> _The problem_:
What is the number of lines in the data that contain "pixels"? Nothing besides that number, please.

[Saved data entries]

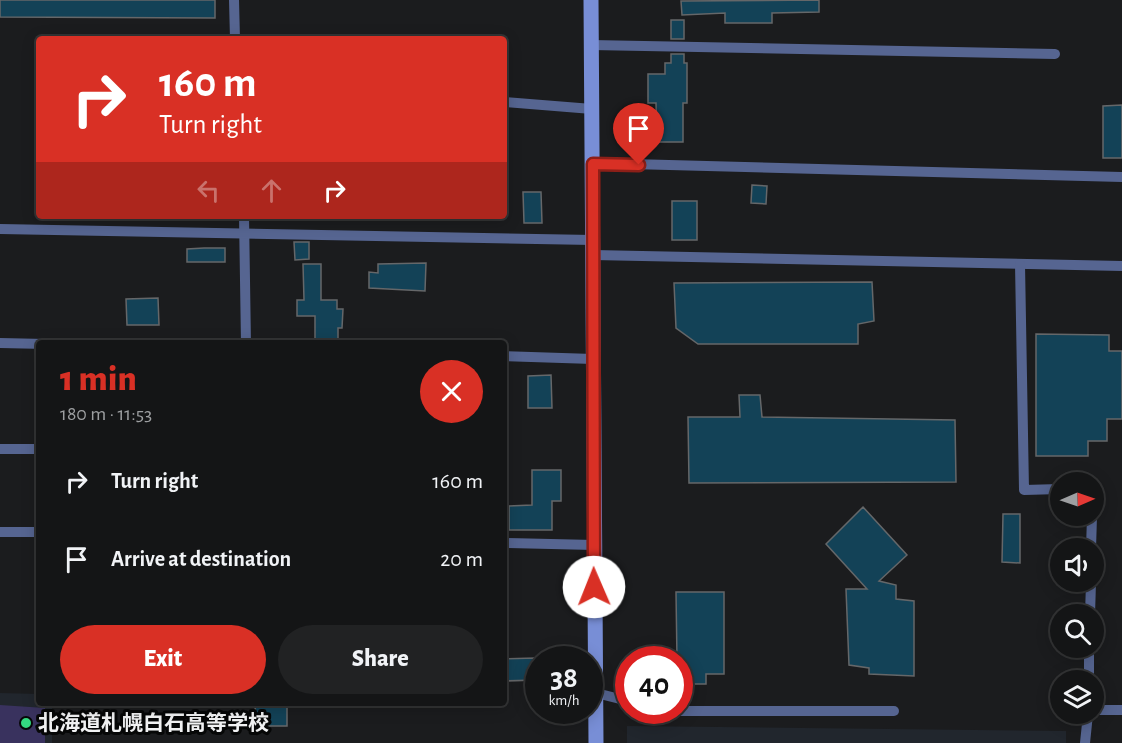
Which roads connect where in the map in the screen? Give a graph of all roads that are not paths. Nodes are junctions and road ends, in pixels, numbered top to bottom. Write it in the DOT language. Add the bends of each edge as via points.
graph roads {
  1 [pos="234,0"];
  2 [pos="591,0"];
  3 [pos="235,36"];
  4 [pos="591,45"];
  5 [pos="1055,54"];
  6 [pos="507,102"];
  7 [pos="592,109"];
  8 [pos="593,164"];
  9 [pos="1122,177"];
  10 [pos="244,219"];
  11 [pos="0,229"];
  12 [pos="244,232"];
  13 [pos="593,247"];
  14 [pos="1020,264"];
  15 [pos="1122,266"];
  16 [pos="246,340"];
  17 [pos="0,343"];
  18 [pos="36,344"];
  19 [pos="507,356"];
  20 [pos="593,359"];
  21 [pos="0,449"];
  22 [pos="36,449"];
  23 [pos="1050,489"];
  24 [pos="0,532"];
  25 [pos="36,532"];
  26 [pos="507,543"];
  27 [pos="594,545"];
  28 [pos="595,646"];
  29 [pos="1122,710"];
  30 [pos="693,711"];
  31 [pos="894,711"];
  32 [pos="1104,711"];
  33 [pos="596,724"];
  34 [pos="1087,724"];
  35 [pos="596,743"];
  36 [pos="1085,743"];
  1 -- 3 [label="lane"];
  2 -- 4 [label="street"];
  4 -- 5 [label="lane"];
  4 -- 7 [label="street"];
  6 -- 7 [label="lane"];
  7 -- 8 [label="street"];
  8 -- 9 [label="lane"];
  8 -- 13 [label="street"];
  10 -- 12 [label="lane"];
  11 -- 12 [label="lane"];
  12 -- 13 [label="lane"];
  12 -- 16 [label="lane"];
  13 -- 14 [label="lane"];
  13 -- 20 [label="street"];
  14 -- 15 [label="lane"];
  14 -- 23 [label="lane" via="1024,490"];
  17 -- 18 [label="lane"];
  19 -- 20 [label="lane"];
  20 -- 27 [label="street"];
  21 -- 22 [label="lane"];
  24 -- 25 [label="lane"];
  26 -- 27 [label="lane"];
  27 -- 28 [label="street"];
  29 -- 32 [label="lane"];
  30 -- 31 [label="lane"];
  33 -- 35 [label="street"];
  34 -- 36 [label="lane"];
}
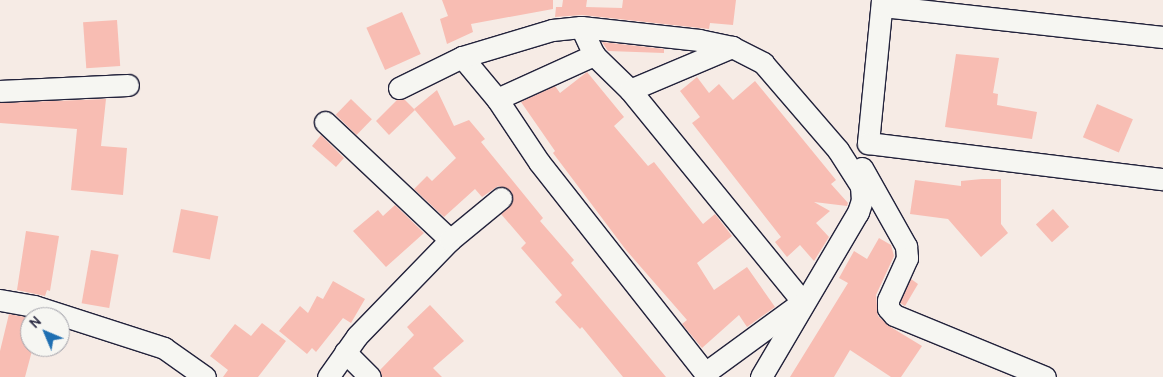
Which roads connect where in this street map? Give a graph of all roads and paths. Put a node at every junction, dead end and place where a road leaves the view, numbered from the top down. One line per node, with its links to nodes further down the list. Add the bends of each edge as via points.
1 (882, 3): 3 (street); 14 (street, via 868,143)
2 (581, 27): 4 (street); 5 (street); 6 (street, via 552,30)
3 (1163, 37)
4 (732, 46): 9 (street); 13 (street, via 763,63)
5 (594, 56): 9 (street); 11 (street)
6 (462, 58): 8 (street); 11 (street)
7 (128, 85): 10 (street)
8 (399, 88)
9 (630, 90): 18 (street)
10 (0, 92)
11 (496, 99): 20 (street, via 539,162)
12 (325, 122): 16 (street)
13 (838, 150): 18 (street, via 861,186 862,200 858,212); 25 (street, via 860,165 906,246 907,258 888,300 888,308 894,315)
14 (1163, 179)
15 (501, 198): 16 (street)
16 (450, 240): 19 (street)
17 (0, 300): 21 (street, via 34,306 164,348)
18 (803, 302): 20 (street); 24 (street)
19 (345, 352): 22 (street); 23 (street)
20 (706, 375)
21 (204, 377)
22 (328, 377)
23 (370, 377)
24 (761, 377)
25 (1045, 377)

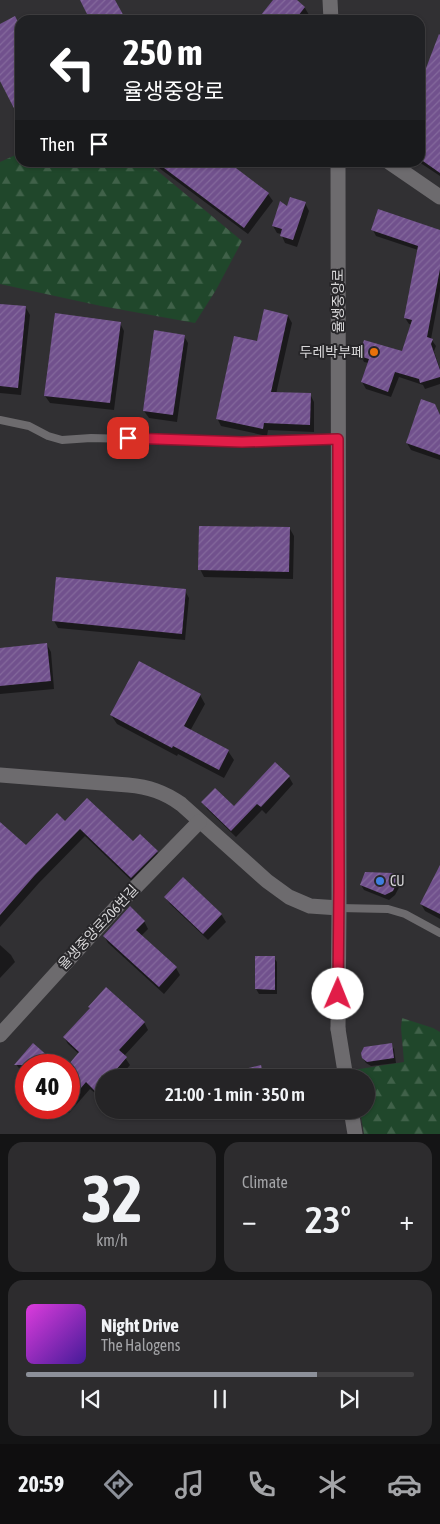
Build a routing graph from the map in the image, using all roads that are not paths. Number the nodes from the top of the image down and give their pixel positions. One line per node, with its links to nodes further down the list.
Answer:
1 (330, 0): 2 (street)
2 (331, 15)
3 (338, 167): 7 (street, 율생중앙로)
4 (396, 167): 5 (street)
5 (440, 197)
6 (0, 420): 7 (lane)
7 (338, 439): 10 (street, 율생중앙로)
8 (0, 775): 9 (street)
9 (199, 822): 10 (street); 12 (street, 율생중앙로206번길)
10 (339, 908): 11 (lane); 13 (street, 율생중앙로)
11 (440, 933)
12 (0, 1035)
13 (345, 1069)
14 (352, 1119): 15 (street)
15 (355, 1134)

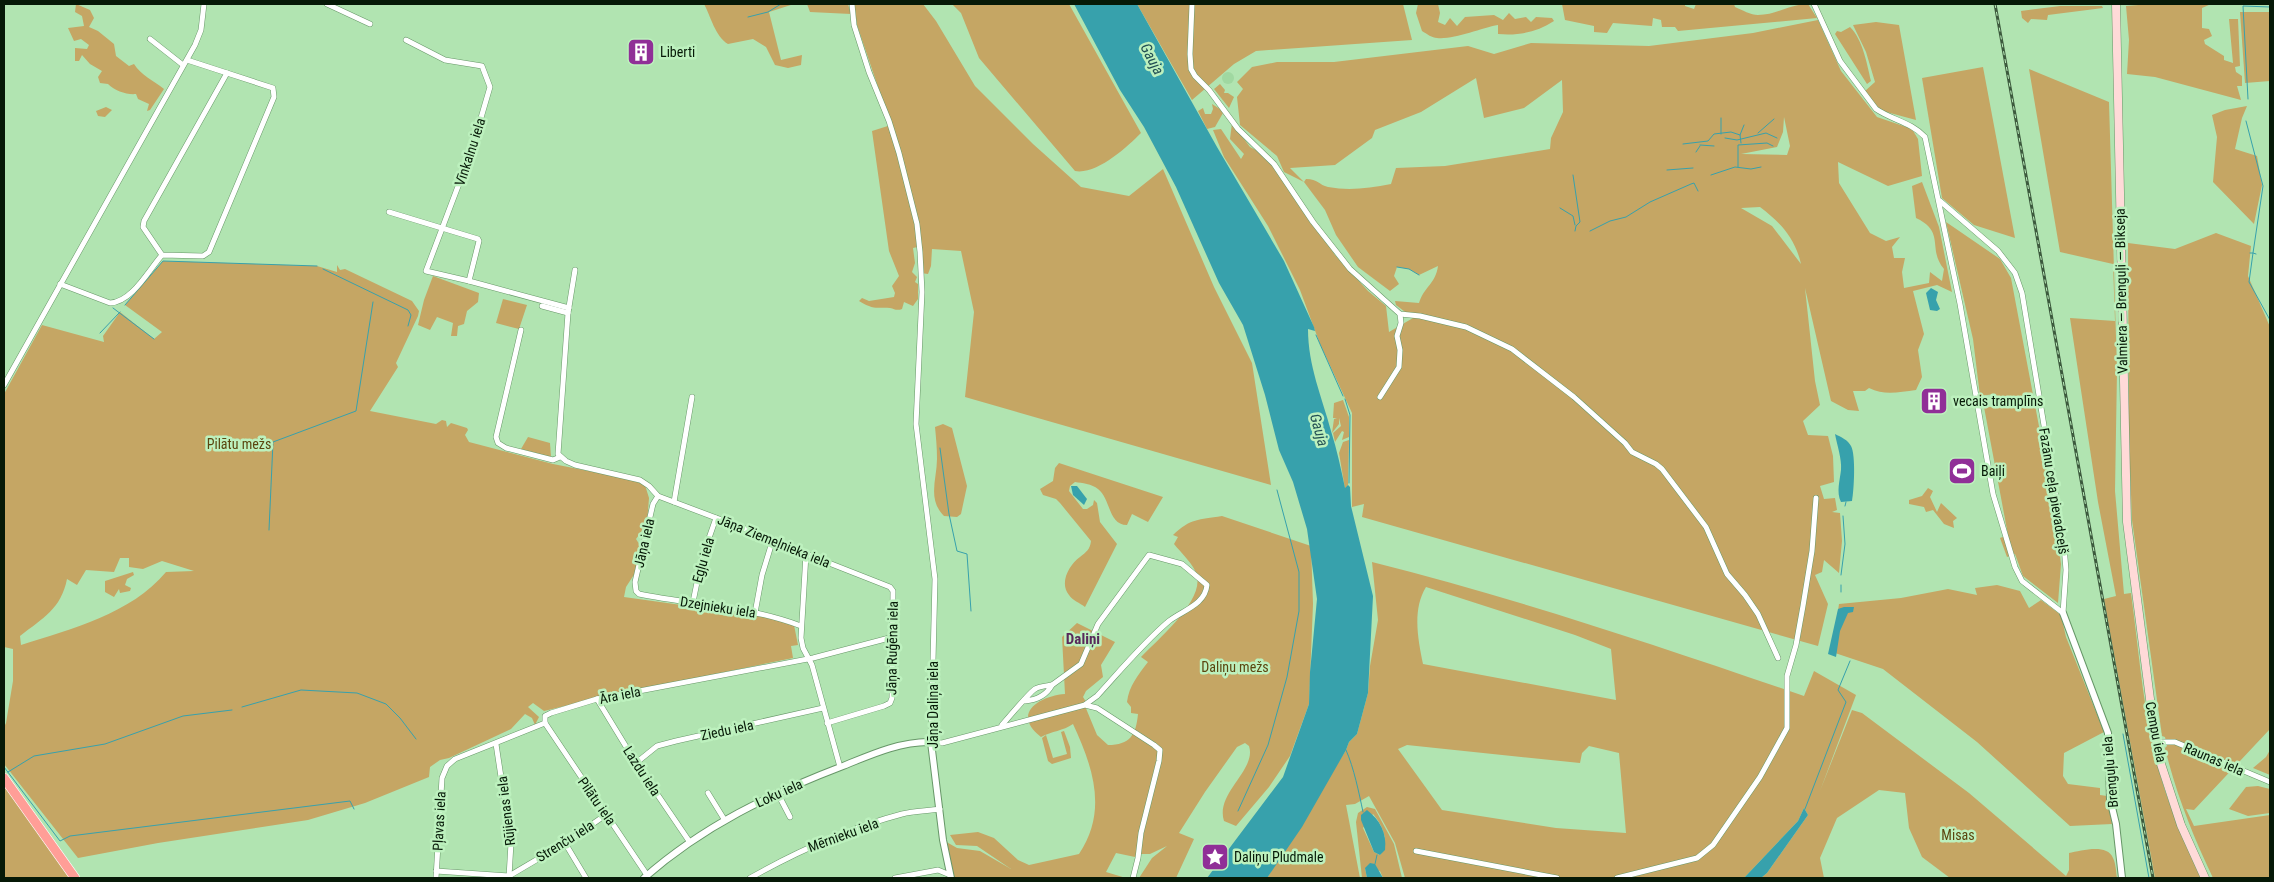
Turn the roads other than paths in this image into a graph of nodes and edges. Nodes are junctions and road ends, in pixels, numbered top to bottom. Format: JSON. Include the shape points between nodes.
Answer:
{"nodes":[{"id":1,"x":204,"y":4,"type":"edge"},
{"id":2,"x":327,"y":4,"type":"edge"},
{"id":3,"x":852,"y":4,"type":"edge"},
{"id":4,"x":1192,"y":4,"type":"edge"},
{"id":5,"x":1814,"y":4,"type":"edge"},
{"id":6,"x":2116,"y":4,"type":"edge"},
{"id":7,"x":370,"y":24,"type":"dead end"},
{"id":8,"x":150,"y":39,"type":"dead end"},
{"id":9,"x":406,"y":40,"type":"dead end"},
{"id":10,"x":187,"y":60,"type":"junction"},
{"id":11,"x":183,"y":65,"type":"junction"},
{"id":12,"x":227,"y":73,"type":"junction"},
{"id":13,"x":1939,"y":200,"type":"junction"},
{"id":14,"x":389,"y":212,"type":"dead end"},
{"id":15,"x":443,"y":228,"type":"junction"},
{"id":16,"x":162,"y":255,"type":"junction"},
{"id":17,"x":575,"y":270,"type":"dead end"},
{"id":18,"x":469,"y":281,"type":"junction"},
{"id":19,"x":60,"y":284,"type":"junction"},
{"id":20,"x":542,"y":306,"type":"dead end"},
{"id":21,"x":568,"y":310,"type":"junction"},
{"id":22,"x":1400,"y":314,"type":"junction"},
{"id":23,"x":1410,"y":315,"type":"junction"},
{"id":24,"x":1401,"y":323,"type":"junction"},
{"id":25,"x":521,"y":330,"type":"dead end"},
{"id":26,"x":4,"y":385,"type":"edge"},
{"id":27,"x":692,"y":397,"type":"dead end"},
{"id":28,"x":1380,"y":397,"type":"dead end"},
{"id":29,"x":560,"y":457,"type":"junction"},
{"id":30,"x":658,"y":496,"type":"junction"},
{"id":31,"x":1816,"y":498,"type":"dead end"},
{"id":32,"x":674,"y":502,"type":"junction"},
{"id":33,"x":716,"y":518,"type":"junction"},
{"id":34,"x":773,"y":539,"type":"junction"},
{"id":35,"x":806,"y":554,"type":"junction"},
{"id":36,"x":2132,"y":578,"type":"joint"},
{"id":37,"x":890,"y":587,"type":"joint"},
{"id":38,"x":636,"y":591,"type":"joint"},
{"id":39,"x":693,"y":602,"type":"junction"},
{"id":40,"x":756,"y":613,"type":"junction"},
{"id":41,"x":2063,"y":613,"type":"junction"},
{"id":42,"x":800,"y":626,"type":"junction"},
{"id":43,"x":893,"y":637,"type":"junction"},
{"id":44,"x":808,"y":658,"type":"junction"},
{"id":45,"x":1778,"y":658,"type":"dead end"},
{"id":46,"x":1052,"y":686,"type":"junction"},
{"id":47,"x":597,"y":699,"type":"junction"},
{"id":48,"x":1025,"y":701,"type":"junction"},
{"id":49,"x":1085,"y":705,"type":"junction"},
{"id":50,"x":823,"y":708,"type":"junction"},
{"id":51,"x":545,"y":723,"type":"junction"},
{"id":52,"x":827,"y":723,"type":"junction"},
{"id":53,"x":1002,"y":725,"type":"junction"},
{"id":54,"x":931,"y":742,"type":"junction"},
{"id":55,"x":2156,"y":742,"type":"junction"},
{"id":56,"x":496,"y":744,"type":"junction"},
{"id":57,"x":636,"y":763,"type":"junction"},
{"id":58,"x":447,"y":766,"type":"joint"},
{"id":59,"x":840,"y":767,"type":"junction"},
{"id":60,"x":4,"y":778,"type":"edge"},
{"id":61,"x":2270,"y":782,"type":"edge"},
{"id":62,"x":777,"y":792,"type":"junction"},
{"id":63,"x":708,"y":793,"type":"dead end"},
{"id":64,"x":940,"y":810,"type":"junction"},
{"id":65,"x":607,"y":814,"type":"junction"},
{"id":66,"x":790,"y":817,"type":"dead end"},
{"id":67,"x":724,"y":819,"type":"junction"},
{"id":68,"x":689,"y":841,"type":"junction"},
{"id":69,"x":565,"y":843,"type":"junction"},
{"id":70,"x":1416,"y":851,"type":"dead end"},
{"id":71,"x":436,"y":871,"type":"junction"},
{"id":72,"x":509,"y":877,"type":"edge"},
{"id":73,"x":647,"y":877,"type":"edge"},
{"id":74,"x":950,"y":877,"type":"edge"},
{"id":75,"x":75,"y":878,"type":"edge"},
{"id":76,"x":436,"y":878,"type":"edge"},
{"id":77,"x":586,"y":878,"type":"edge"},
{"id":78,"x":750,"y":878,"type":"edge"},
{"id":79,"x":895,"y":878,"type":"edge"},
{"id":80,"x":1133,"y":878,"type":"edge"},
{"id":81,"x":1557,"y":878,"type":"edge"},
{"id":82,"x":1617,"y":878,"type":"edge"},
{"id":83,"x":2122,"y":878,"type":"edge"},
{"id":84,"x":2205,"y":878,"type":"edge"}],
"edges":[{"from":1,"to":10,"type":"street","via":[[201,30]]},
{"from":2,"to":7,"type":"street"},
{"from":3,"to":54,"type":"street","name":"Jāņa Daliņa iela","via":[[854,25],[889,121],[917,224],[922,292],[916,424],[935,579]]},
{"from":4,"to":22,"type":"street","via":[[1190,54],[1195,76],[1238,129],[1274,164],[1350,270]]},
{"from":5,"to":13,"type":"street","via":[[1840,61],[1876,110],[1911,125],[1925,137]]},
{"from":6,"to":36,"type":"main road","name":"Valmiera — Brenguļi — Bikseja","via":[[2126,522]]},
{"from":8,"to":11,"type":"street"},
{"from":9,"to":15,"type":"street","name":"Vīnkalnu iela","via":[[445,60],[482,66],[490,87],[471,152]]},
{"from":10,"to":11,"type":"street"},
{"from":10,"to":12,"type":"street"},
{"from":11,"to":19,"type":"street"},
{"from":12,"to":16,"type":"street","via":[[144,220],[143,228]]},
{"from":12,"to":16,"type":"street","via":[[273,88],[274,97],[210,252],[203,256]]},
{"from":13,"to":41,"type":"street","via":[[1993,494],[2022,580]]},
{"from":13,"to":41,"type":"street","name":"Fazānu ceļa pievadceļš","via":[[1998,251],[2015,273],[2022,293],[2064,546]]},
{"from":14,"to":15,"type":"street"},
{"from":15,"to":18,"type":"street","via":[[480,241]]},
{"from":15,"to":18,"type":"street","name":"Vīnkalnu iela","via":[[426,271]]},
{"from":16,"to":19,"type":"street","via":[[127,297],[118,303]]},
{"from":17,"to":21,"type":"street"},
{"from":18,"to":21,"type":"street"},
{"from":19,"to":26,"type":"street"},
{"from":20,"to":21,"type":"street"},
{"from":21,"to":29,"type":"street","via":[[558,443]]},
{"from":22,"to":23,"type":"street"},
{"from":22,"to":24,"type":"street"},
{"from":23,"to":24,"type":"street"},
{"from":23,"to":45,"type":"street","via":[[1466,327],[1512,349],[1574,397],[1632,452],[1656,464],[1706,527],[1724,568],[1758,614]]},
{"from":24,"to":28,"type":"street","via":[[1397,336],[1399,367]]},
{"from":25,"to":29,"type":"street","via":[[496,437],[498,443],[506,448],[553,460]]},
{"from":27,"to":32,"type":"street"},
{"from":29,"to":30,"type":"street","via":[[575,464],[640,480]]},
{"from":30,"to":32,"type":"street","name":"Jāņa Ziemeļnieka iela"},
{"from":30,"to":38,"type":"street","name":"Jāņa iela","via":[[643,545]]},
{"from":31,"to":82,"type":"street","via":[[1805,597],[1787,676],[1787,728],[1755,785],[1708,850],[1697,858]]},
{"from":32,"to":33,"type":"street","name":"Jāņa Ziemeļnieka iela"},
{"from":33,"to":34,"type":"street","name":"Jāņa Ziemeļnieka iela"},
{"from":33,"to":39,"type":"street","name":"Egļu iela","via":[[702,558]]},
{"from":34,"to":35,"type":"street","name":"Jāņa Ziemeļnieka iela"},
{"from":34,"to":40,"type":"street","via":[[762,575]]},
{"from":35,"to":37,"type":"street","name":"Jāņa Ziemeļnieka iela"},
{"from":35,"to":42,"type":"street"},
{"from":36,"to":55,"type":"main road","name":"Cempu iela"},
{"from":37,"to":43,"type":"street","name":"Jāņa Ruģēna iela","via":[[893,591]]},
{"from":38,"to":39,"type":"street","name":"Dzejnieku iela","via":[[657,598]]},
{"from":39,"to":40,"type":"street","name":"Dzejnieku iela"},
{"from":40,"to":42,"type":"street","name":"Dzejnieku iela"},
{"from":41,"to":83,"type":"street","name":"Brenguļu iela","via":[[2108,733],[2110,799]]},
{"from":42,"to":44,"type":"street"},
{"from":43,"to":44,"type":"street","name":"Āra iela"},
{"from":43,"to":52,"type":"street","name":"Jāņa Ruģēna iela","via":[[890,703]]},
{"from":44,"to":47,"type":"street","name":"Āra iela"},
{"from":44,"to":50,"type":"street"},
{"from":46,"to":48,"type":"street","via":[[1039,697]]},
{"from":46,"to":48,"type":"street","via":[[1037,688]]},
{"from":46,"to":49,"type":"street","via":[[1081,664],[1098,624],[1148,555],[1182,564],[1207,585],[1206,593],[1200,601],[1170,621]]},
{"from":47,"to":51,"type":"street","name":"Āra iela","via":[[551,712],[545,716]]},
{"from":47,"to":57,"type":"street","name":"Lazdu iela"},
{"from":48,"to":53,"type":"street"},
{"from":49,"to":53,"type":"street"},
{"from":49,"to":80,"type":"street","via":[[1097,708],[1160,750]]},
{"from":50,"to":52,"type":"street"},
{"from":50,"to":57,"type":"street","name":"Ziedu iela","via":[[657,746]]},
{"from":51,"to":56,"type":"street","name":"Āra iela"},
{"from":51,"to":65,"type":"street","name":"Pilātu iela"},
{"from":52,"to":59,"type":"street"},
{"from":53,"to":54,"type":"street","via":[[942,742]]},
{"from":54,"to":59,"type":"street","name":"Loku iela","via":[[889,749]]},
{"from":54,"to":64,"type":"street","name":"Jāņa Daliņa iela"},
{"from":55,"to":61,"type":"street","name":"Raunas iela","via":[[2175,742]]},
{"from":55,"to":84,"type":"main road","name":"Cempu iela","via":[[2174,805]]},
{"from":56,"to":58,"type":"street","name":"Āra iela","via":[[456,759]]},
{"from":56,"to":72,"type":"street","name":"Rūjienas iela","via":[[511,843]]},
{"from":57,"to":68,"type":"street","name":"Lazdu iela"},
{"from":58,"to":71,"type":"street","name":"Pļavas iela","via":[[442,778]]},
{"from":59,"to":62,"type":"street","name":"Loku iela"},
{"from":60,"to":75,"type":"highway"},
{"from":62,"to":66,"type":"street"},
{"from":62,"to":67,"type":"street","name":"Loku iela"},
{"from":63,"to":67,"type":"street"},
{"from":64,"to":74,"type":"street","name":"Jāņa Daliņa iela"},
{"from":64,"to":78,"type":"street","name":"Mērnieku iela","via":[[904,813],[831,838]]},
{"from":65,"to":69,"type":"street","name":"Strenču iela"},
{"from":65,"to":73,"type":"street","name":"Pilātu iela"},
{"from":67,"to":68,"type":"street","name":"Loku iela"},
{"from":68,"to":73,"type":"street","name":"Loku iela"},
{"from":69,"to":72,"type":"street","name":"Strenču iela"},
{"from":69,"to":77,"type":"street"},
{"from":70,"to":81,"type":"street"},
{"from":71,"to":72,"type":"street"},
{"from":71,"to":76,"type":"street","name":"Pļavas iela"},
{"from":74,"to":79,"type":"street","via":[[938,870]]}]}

> _Output below_:
2